We understand reconciliation as building relationships between antagonists. The primary goal is to seek innovative ways to create a time and a place to address, to integrate, and to embrace the painful past and the necessary shared future as a means of dealing with the present.

When PBCI makes a covenant with our community partners, we see and understand regenerative-inclusive development as follows:

By regenerative, we mean a normal process of self-reproduction, renewal, or restoration of an ecological system toward a better, higher, or more worthy state. While we start with sustainability — which is the ability to maintain ecological systems at a certain rate or level — we want to seek regenerative development as a foundational principle in this development initiative.

By inclusive development, we mean (a) enjoying a high, regenerative growth to create and expand economic opportunities; (b) experiencing broader access to opportunities to ensure that members of society can participate and benefit from growth; and, (c) having social safety nets to prevent extreme deprivation.

We propagate PAR by training young social entrepreneurs. And we expect them to apply PAR principles in the practical world of business.

We propagate PAR by training young social entrepreneurs. And we expect them to apply PAR principles in the practical world of business.

Our interns combine commerce and social issues in a way that improves the lives of people connected to our ministry of reconciliation. We measure the social entrepreneurs’ success not in terms of profit alone. Our social entrepreneurial interns measure success in terms of people, peace, progress, partnership, and planet.

The social enterprise, to us, are businesses that make money and work toward improving the peace and reconciliation journey of our land. By selling quality goods and services to consumers, which we determine through market research, we seek to help solve conflicts in our land in a sustainable way.

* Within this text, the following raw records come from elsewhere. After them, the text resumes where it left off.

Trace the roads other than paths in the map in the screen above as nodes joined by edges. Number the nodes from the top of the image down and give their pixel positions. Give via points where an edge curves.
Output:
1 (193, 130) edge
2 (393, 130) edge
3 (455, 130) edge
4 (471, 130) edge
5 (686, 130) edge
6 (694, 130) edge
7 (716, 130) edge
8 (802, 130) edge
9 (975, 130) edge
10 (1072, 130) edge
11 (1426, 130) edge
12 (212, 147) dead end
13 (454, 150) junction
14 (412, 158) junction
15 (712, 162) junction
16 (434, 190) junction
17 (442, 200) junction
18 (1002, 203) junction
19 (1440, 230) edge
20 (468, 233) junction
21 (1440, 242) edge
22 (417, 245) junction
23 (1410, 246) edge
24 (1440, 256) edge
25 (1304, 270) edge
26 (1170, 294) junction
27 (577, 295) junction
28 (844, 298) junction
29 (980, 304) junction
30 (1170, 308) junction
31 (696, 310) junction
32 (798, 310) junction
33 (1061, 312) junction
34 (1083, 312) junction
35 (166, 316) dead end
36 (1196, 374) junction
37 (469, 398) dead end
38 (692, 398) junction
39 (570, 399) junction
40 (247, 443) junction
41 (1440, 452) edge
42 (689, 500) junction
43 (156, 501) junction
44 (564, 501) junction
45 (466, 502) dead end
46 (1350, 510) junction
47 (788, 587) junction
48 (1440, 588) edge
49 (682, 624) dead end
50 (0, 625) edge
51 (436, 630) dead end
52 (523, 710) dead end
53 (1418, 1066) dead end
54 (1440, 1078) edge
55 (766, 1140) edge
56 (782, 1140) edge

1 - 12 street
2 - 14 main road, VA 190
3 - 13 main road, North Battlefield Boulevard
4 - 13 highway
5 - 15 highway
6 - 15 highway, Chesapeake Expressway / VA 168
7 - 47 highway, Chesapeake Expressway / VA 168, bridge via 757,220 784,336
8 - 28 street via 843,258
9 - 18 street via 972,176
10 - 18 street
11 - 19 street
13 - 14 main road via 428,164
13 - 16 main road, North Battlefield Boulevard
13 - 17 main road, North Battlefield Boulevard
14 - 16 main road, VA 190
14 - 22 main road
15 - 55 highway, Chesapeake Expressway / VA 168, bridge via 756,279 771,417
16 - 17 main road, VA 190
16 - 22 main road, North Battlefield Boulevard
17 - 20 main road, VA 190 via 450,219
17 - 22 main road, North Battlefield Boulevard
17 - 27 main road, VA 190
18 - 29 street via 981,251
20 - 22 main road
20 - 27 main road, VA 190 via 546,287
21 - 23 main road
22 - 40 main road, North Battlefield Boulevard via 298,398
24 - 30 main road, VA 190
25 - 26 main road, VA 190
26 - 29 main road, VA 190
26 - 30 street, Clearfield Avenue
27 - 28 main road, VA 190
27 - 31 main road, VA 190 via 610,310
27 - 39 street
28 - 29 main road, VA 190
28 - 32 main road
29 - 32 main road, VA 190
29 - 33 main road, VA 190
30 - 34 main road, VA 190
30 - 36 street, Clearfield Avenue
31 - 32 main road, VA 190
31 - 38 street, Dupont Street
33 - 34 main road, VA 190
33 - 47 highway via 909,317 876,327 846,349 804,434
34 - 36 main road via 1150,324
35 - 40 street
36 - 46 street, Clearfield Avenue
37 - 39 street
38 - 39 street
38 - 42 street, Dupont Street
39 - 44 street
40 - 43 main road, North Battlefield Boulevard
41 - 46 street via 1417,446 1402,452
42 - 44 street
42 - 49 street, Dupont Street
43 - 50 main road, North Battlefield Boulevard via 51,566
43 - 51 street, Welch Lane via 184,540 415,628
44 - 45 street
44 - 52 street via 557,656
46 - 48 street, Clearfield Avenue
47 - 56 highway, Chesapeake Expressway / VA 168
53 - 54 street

The people who are often attracted to social entrepreneurial principles and practices are those who dream, and are willing to work hard and smart, towards solving a social problem. In turn, social entrepreneurs attract consumers who want to help social problems every time they spend money on something they need or want.

The Land of Promise:

The Story of Coffee for Peace and the Residents of Bansalan

Coffee For Peace, as a business corporation and as a community, includes

::  A Board of Directors who is made up of business executives, community leaders, creative communication professionals, and academics.  They are all committed to advancing the three-pronged advocacy promise of Coffee For Peace: to help alleviate the lives of the farmers and their families; to protect and enhance the environment; and, to support the peacebuilders in the field.

::  A management team led by a business talent with 20 years of world-class financial planning experience in Canada.  She is a degree holder in Food Service Administration and in Social Entrepreneurship. She is also a coffee connoisseur.

::  The wisdom, knowledge, and experience of dedicated technical staff — agriculture, information management, finance, community development — who have been excelling in their respective fields.

::  A community network of well-trained and justly-treated farmers who supplies us with their produce at fair traded prices.